# Records to process
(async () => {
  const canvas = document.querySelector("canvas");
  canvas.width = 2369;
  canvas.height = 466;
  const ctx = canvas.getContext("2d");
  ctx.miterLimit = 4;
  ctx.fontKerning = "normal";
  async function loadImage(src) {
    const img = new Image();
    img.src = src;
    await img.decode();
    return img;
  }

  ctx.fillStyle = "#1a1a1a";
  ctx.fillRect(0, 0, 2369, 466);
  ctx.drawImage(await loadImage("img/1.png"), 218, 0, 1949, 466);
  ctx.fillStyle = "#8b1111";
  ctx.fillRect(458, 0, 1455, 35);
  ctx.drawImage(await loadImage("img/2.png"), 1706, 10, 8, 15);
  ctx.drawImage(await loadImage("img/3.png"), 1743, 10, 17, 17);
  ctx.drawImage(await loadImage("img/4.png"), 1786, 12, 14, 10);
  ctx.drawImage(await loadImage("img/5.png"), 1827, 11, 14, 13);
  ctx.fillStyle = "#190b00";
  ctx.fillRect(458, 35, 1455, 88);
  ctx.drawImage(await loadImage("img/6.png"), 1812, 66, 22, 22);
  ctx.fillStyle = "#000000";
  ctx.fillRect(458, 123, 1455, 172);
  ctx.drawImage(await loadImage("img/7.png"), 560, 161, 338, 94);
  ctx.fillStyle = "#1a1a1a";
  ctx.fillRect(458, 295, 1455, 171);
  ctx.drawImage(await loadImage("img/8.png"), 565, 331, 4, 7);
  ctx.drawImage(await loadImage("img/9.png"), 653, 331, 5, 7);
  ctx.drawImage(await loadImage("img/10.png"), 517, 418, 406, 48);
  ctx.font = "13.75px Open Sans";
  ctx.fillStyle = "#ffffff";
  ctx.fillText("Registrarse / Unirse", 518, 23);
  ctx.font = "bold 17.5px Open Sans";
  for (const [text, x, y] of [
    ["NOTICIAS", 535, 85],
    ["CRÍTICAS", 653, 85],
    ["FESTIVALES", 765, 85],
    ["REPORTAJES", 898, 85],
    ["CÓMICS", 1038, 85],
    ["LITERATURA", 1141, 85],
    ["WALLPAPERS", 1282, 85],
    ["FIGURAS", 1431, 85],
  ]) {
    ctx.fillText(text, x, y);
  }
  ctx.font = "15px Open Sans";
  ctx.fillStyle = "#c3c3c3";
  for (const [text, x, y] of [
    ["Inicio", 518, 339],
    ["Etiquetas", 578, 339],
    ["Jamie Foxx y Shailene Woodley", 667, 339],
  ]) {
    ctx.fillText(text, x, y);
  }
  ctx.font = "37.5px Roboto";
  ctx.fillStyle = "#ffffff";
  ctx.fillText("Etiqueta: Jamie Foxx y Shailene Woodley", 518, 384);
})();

# Task item
Each line in the data where the string "canvas" occurs should be identified and copied.

# Your solution
  const canvas = document.querySelector("canvas");
  canvas.width = 2369;
  canvas.height = 466;
  const ctx = canvas.getContext("2d");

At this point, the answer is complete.